*** ENTRIES SHOWN Section Begins ***

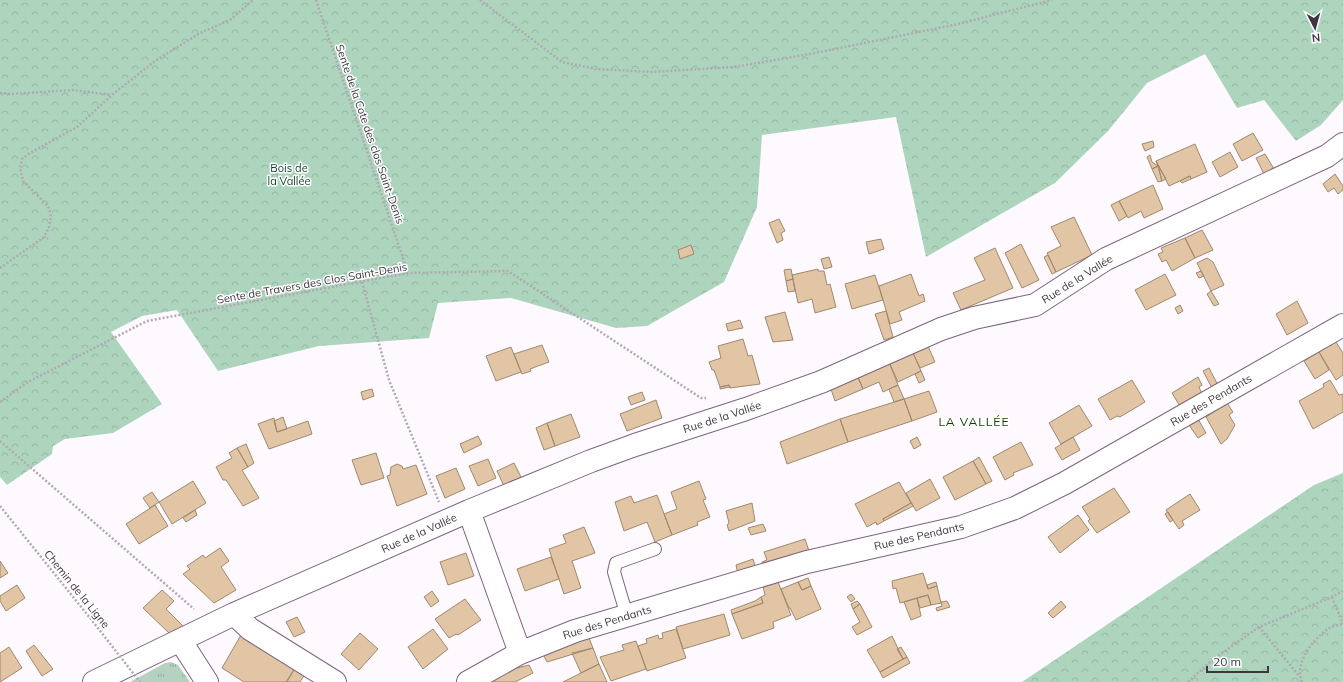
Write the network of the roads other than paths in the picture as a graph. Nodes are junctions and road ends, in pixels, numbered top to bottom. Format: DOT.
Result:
graph roads {
  1 [pos="1343,144"];
  2 [pos="1343,325"];
  3 [pos="469,511"];
  4 [pos="655,549"];
  5 [pos="234,614"];
  6 [pos="627,616"];
  7 [pos="180,640"];
  8 [pos="520,653"];
  9 [pos="94,682"];
  10 [pos="207,682"];
  11 [pos="335,682"];
  12 [pos="468,682"];
  1 -- 3 [label="street, Rue de la Vallée"];
  2 -- 6 [label="street, Rue des Pendants"];
  3 -- 5 [label="street, Rue de la Vallée"];
  3 -- 8 [label="street"];
  4 -- 6 [label="lane"];
  5 -- 7 [label="street, Rue de la Vallée"];
  5 -- 11 [label="street"];
  6 -- 8 [label="street, Rue des Pendants"];
  7 -- 9 [label="street, Rue de la Vallée"];
  7 -- 10 [label="street"];
  8 -- 12 [label="street, Rue des Pendants"];
}
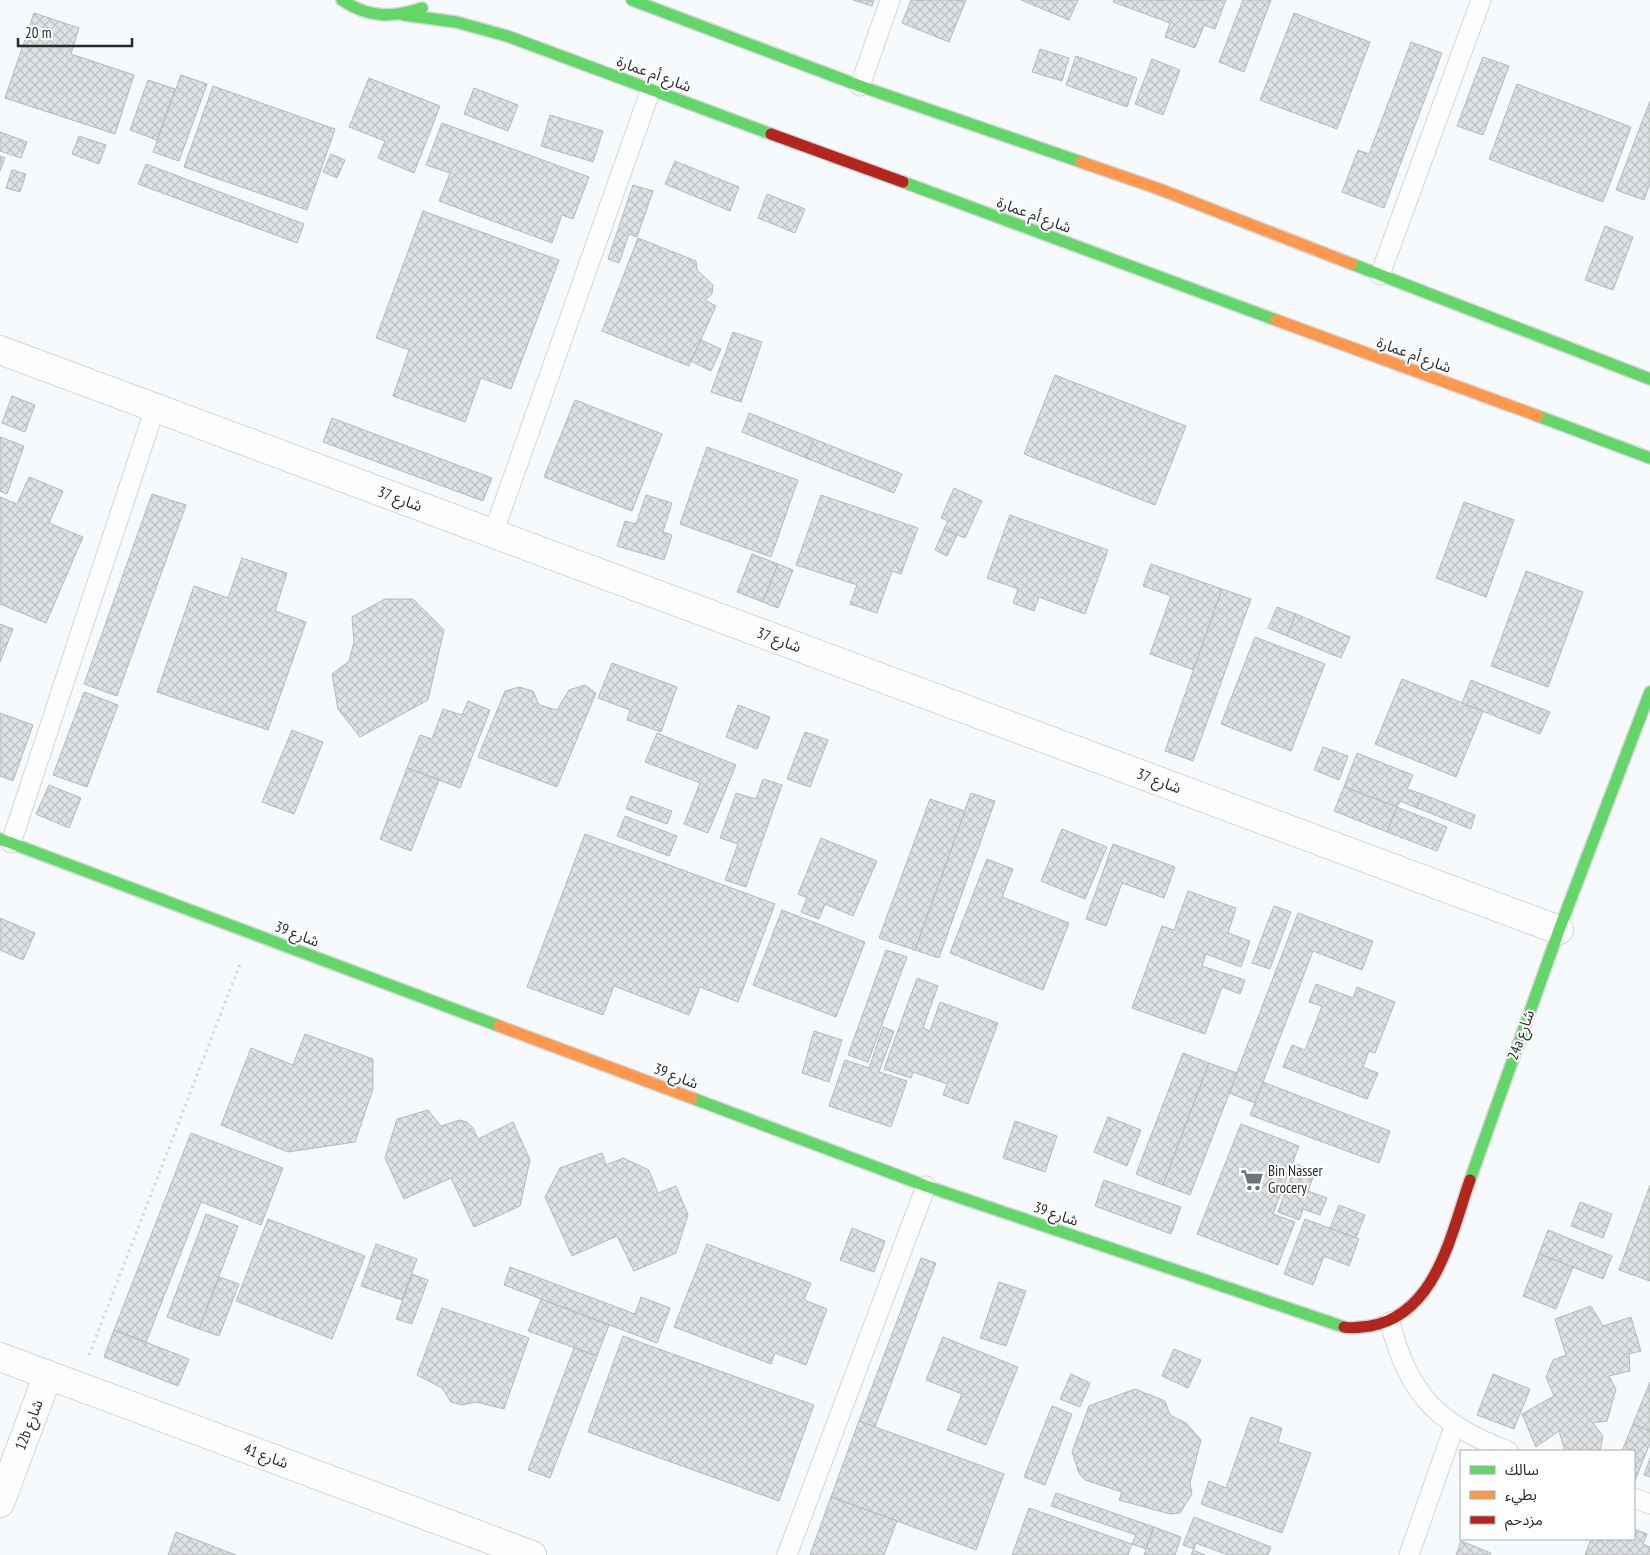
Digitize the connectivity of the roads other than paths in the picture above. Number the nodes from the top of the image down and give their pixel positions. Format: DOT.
graph roads {
  1 [pos="342,0"];
  2 [pos="433,0"];
  3 [pos="632,0"];
  4 [pos="890,0"];
  5 [pos="1481,0"];
  6 [pos="404,15"];
  7 [pos="860,86"];
  8 [pos="651,89"];
  9 [pos="1380,275"];
  10 [pos="0,350"];
  11 [pos="1650,379"];
  12 [pos="155,408"];
  13 [pos="1649,459"];
  14 [pos="493,534"];
  15 [pos="1650,692"];
  16 [pos="6,841"];
  17 [pos="1559,930"];
  18 [pos="926,1186"];
  19 [pos="1390,1322"];
  20 [pos="1346,1328"];
  21 [pos="0,1357"];
  22 [pos="48,1375"];
  23 [pos="1454,1426"];
  24 [pos="1505,1450"];
  25 [pos="1635,1498"];
  26 [pos="0,1503"];
  27 [pos="1650,1504"];
  28 [pos="490,1548"];
  29 [pos="532,1555"];
  30 [pos="787,1555"];
  31 [pos="1409,1555"];
  1 -- 6 [label="street"];
  2 -- 6 [label="street"];
  3 -- 7 [label="street"];
  4 -- 7 [label="lane"];
  5 -- 9 [label="lane"];
  6 -- 8 [label="street, شارع أم عمارة"];
  7 -- 9 [label="street"];
  8 -- 13 [label="street, شارع أم عمارة"];
  8 -- 14 [label="lane"];
  9 -- 11 [label="street"];
  10 -- 12 [label="street, شارع 37"];
  12 -- 14 [label="street, شارع 37"];
  12 -- 16 [label="lane"];
  14 -- 17 [label="street, شارع 37"];
  15 -- 17 [label="street, 24a شارع"];
  16 -- 18 [label="street, شارع 39"];
  17 -- 19 [label="street, 24a شارع"];
  18 -- 20 [label="street, شارع 39"];
  18 -- 30 [label="lane"];
  19 -- 20 [label="street, 24a شارع"];
  19 -- 23 [label="lane"];
  21 -- 22 [label="street, شارع 41"];
  22 -- 26 [label="street, 12b شارع"];
  22 -- 28 [label="street, شارع 41"];
  23 -- 24 [label="lane"];
  23 -- 31 [label="lane"];
  25 -- 27 [label="lane"];
  28 -- 29 [label="street, شارع 41"];
}
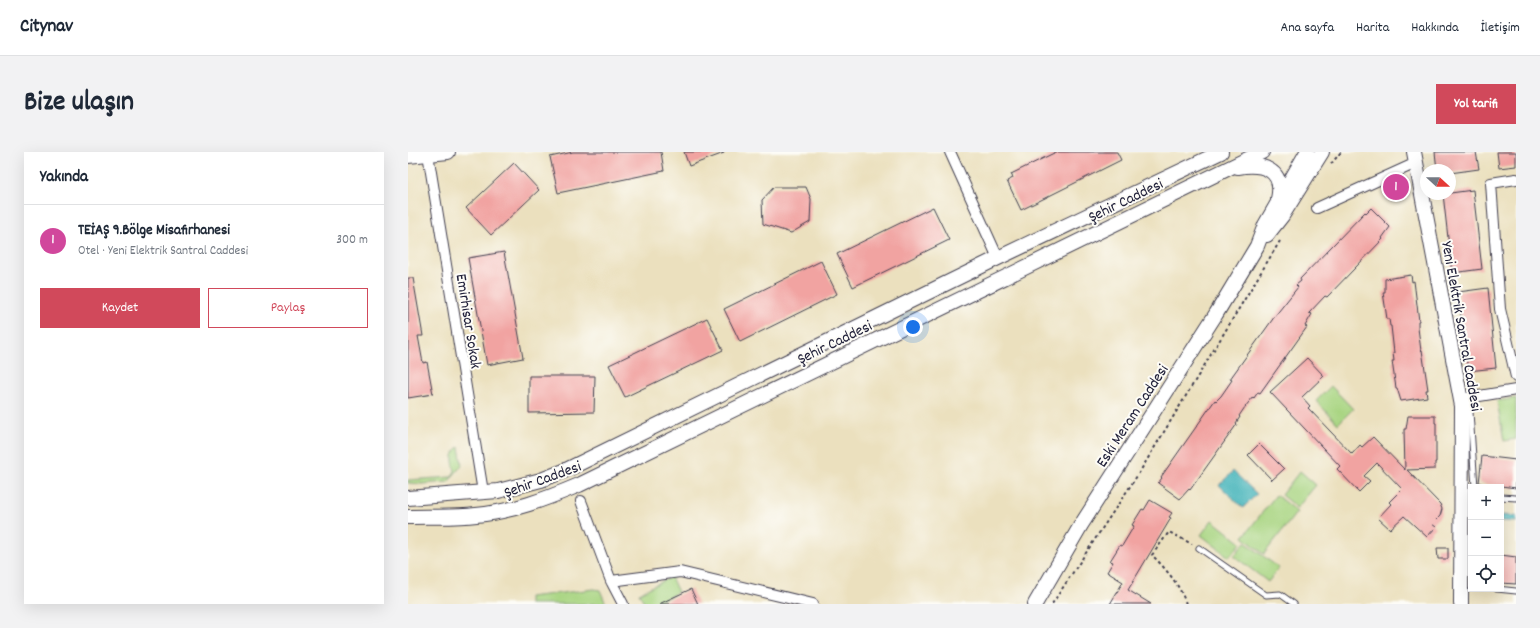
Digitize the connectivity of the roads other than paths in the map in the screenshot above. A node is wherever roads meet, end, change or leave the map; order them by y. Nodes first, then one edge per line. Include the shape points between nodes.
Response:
1 (448, 152) edge
2 (950, 152) edge
3 (1221, 152) edge
4 (1262, 152) edge
5 (1307, 152) edge
6 (1322, 152) edge
7 (428, 154) junction
8 (408, 156) edge
9 (1415, 157) edge
10 (1225, 169) junction
11 (1516, 179) edge
12 (1278, 202) junction
13 (1317, 208) dead end
14 (1257, 246) junction
15 (998, 258) junction
16 (1516, 377) edge
17 (1516, 390) edge
18 (1465, 398) junction
19 (1475, 484) edge
20 (483, 492) junction
21 (408, 493) edge
22 (427, 497) junction
23 (1504, 497) edge
24 (408, 498) edge
25 (1516, 498) edge
26 (581, 501) dead end
27 (408, 517) edge
28 (1198, 548) road end
29 (611, 581) junction
30 (1504, 590) edge
31 (1516, 591) edge
32 (623, 604) edge
33 (813, 604) edge
34 (1035, 604) edge
35 (1294, 604) edge
36 (1461, 604) edge

1 - 7 main road
2 - 15 street
3 - 15 main road, Şehir Caddesi
4 - 10 main road, Şehir Caddesi
5 - 12 main road, Eski Meram Caddesi
6 - 14 main road, Eski Meram Caddesi via 1282,216
7 - 8 main road
7 - 20 street, Emirhisar Sokak
9 - 13 street
9 - 18 main road, Yeni Elektrik Santral Caddesi
10 - 12 main road via 1263,166 1272,172 1280,187
10 - 27 main road, Şehir Caddesi via 565,490 514,508 476,515
11 - 16 street via 1490,183 1500,309
12 - 14 main road, Eski Meram Caddesi
14 - 34 main road, Eski Meram Caddesi via 1081,525
15 - 20 main road, Şehir Caddesi via 564,471 520,486
17 - 18 street
18 - 19 lane
18 - 36 main road, Yeni Elektrik Santral Caddesi via 1462,406
20 - 22 main road, Şehir Caddesi
21 - 22 main road
22 - 24 main road, Şehir Caddesi
23 - 25 lane
26 - 29 street
28 - 35 lane via 1266,596 1280,594
29 - 32 street
29 - 33 street via 680,572
30 - 31 lane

*** ENTRIES SHOWN Section Ends ***

▶ _WHAT YOU WILL DO_:
Which lines in the entries above contain "other"? Pull each of them out.

▶ _EXERCISE RESULT_:
Write the network of the roads other than paths in the picture as a graph. Nodes are junctions and road ends, in pixels, numbered top to bottom. Format: DOT.
Digitize the connectivity of the roads other than paths in the picture above. Number the nodes from the top of the image down and give their pixel positions. Format: DOT.
Digitize the connectivity of the roads other than paths in the map in the screenshot above. A node is wherever roads meet, end, change or leave the map; order them by y. Nodes first, then one edge per line. Include the shape points between nodes.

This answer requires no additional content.